That was the story idea: The zombie apocalypse that never was. A kid in the middle of nowhere saving all of humanity with one quick shot.

The idea is appealing, but it also has a number of tricky bits. I mean, I can see it in my head, the desert, the arid space all around, the rural kid eyeing this lumbering body, unslinging his rifle, then a quick *bang* and the zombie drops. And that’s it.

But that’s a single scene.

How can you make a story out of that?

I still don’t have the answer, but this idea has been in the back of my head for weeks now and I figured it would be a good excuse to break out the tool I mentioned earlier: The Five Why’s.

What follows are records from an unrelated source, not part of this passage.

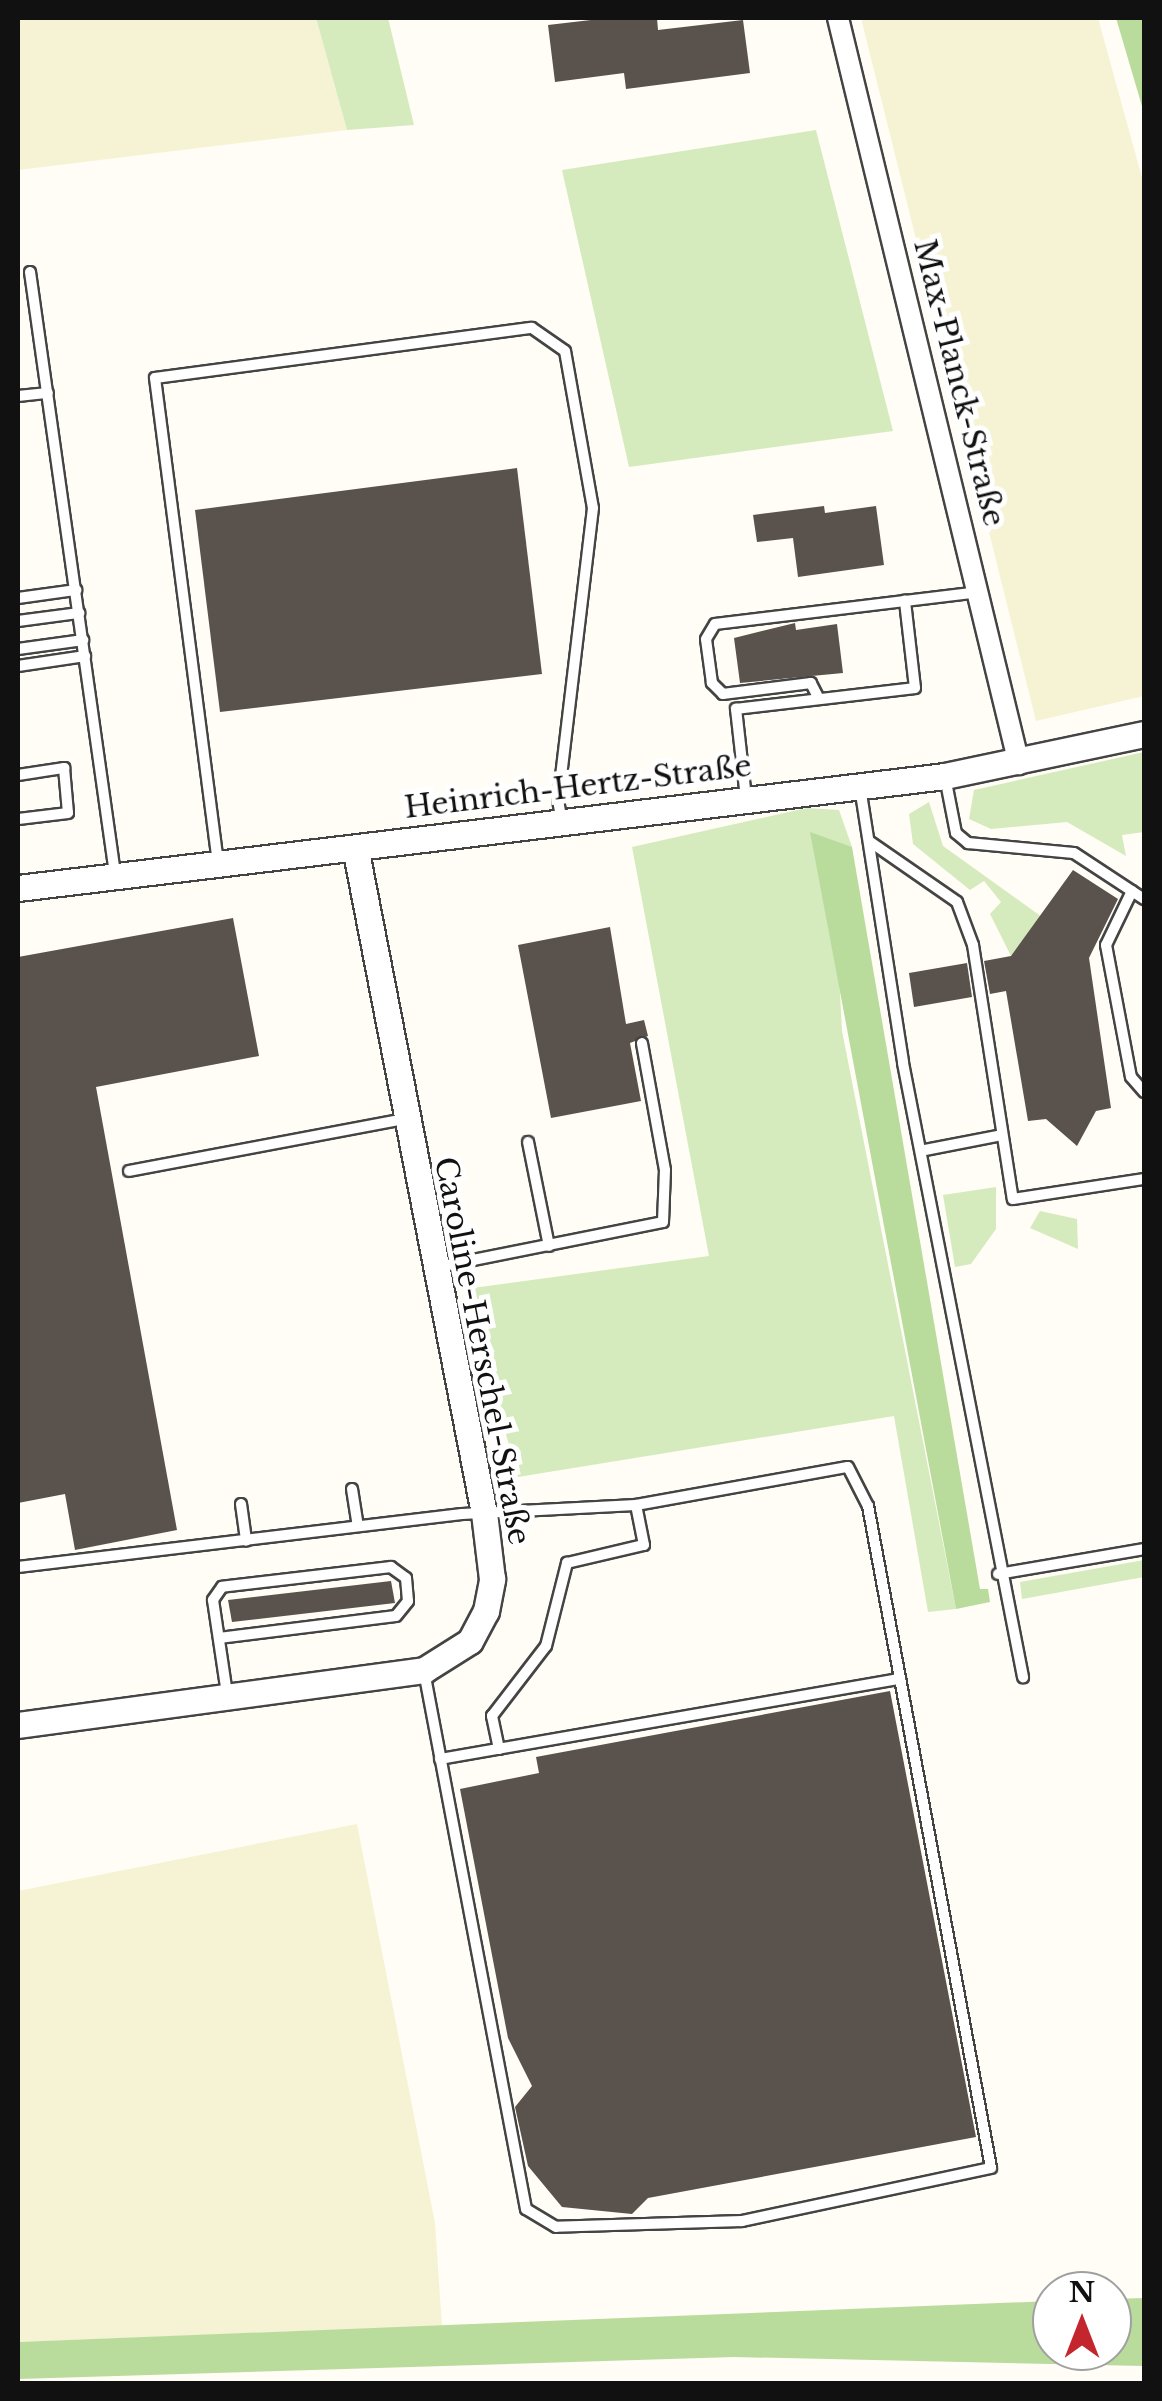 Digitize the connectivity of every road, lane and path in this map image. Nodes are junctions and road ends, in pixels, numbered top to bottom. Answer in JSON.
{"nodes":[{"id":1,"x":838,"y":18,"type":"edge"},
{"id":2,"x":30,"y":272,"type":"dead end"},
{"id":3,"x":48,"y":393,"type":"junction"},
{"id":4,"x":18,"y":396,"type":"edge"},
{"id":5,"x":76,"y":590,"type":"junction"},
{"id":6,"x":979,"y":592,"type":"junction"},
{"id":7,"x":18,"y":598,"type":"edge"},
{"id":8,"x":905,"y":601,"type":"junction"},
{"id":9,"x":79,"y":612,"type":"junction"},
{"id":10,"x":18,"y":621,"type":"edge"},
{"id":11,"x":83,"y":640,"type":"junction"},
{"id":12,"x":18,"y":649,"type":"edge"},
{"id":13,"x":85,"y":656,"type":"junction"},
{"id":14,"x":18,"y":666,"type":"edge"},
{"id":15,"x":819,"y":700,"type":"junction"},
{"id":16,"x":1144,"y":734,"type":"edge"},
{"id":17,"x":1019,"y":764,"type":"junction"},
{"id":18,"x":18,"y":774,"type":"edge"},
{"id":19,"x":945,"y":776,"type":"junction"},
{"id":20,"x":860,"y":786,"type":"junction"},
{"id":21,"x":746,"y":799,"type":"junction"},
{"id":22,"x":18,"y":819,"type":"edge"},
{"id":23,"x":562,"y":823,"type":"junction"},
{"id":24,"x":869,"y":841,"type":"junction"},
{"id":25,"x":356,"y":847,"type":"junction"},
{"id":26,"x":218,"y":863,"type":"junction"},
{"id":27,"x":115,"y":875,"type":"junction"},
{"id":28,"x":18,"y":888,"type":"edge"},
{"id":29,"x":1132,"y":891,"type":"junction"},
{"id":30,"x":1144,"y":899,"type":"edge"},
{"id":31,"x":642,"y":1043,"type":"dead end"},
{"id":32,"x":1144,"y":1092,"type":"edge"},
{"id":33,"x":404,"y":1119,"type":"junction"},
{"id":34,"x":1002,"y":1136,"type":"junction"},
{"id":35,"x":528,"y":1142,"type":"dead end"},
{"id":36,"x":925,"y":1150,"type":"junction"},
{"id":37,"x":129,"y":1171,"type":"dead end"},
{"id":38,"x":1144,"y":1179,"type":"edge"},
{"id":39,"x":549,"y":1246,"type":"junction"},
{"id":40,"x":432,"y":1268,"type":"junction"},
{"id":41,"x":352,"y":1489,"type":"dead end"},
{"id":42,"x":241,"y":1504,"type":"dead end"},
{"id":43,"x":636,"y":1505,"type":"junction"},
{"id":44,"x":484,"y":1513,"type":"junction"},
{"id":45,"x":358,"y":1526,"type":"junction"},
{"id":46,"x":246,"y":1541,"type":"junction"},
{"id":47,"x":1144,"y":1549,"type":"edge"},
{"id":48,"x":18,"y":1567,"type":"edge"},
{"id":49,"x":998,"y":1574,"type":"junction"},
{"id":50,"x":219,"y":1638,"type":"junction"},
{"id":51,"x":424,"y":1670,"type":"junction"},
{"id":52,"x":1023,"y":1677,"type":"dead end"},
{"id":53,"x":900,"y":1679,"type":"junction"},
{"id":54,"x":227,"y":1694,"type":"junction"},
{"id":55,"x":18,"y":1726,"type":"edge"},
{"id":56,"x":499,"y":1749,"type":"junction"},
{"id":57,"x":440,"y":1759,"type":"junction"}],
"edges":[{"from":1,"to":6,"type":"street","name":"Max-Planck-Straße"},
{"from":2,"to":3,"type":"lane"},
{"from":3,"to":4,"type":"lane"},
{"from":3,"to":5,"type":"lane"},
{"from":5,"to":7,"type":"lane"},
{"from":5,"to":9,"type":"lane"},
{"from":6,"to":8,"type":"lane"},
{"from":6,"to":17,"type":"street","name":"Max-Planck-Straße"},
{"from":8,"to":15,"type":"lane"},
{"from":8,"to":15,"type":"lane"},
{"from":9,"to":10,"type":"lane"},
{"from":9,"to":11,"type":"lane"},
{"from":11,"to":12,"type":"lane"},
{"from":11,"to":13,"type":"lane"},
{"from":13,"to":14,"type":"lane"},
{"from":13,"to":27,"type":"lane"},
{"from":15,"to":21,"type":"lane"},
{"from":16,"to":17,"type":"street","name":"Heinrich-Hertz-Straße"},
{"from":17,"to":19,"type":"street","name":"Heinrich-Hertz-Straße"},
{"from":18,"to":22,"type":"lane"},
{"from":19,"to":20,"type":"street","name":"Heinrich-Hertz-Straße"},
{"from":19,"to":29,"type":"lane"},
{"from":20,"to":21,"type":"street","name":"Heinrich-Hertz-Straße"},
{"from":20,"to":24,"type":"lane"},
{"from":21,"to":23,"type":"street","name":"Heinrich-Hertz-Straße"},
{"from":23,"to":25,"type":"street","name":"Heinrich-Hertz-Straße"},
{"from":23,"to":26,"type":"lane"},
{"from":24,"to":34,"type":"lane"},
{"from":24,"to":36,"type":"lane"},
{"from":25,"to":26,"type":"street","name":"Heinrich-Hertz-Straße"},
{"from":25,"to":33,"type":"street","name":"Caroline-Herschel-Straße"},
{"from":26,"to":27,"type":"street","name":"Heinrich-Hertz-Straße"},
{"from":27,"to":28,"type":"street","name":"Heinrich-Hertz-Straße"},
{"from":29,"to":30,"type":"lane"},
{"from":29,"to":32,"type":"lane"},
{"from":31,"to":39,"type":"lane"},
{"from":33,"to":37,"type":"lane"},
{"from":33,"to":40,"type":"street","name":"Caroline-Herschel-Straße"},
{"from":34,"to":36,"type":"lane"},
{"from":34,"to":38,"type":"lane"},
{"from":35,"to":39,"type":"lane"},
{"from":36,"to":49,"type":"lane"},
{"from":39,"to":40,"type":"lane"},
{"from":40,"to":44,"type":"street","name":"Caroline-Herschel-Straße"},
{"from":41,"to":45,"type":"lane"},
{"from":42,"to":46,"type":"lane"},
{"from":43,"to":44,"type":"lane"},
{"from":43,"to":53,"type":"lane"},
{"from":43,"to":56,"type":"lane"},
{"from":44,"to":45,"type":"lane"},
{"from":44,"to":51,"type":"street","name":"Caroline-Herschel-Straße"},
{"from":45,"to":46,"type":"lane"},
{"from":46,"to":48,"type":"lane"},
{"from":47,"to":49,"type":"lane"},
{"from":49,"to":52,"type":"lane"},
{"from":50,"to":50,"type":"lane"},
{"from":50,"to":54,"type":"lane"},
{"from":51,"to":54,"type":"street","name":"Caroline-Herschel-Straße"},
{"from":51,"to":57,"type":"lane"},
{"from":53,"to":56,"type":"lane"},
{"from":53,"to":57,"type":"lane"},
{"from":54,"to":55,"type":"street","name":"Caroline-Herschel-Straße"},
{"from":56,"to":57,"type":"lane"}]}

See, back in the 1930’s, one Mister Toyoda wanted his country of Japan to become a competitor in global manufacturing. At the time the country was lagging way behind the rest of the planet and in order to step onto the world stage, Mister Toyada was going to need every edge he could get.

Luckily the guy was basically a wizard about coming up with ways to produce an edge. There are a number of innovations put into place during this era of Japanese manufacturing that are now commonplace throughout the world, and I don’t just mean new technologies. I’m talking about how you get to new technologies: innovations in how companies are run, how decisions are made, how troubles are addressed. Things like actually listening to the people working the floor, or allowing, even encouraging, problems to be brought up so they could be solved instead of hidden.

One of the ideas Mister Toyoda came up with was the concept of troubleshooting by using the Five Why’s.

It’s pretty simple.

If there’s a problem, you ask “Why?” five times.

That’s it.

It sounds sort of stupid written like that, but it’s freakishly effective when put to use (to be honest, I usually find that the hardest part about using the various tools I discuss on this site is getting me to shut my stupid brain off and actually take the time to utilize them).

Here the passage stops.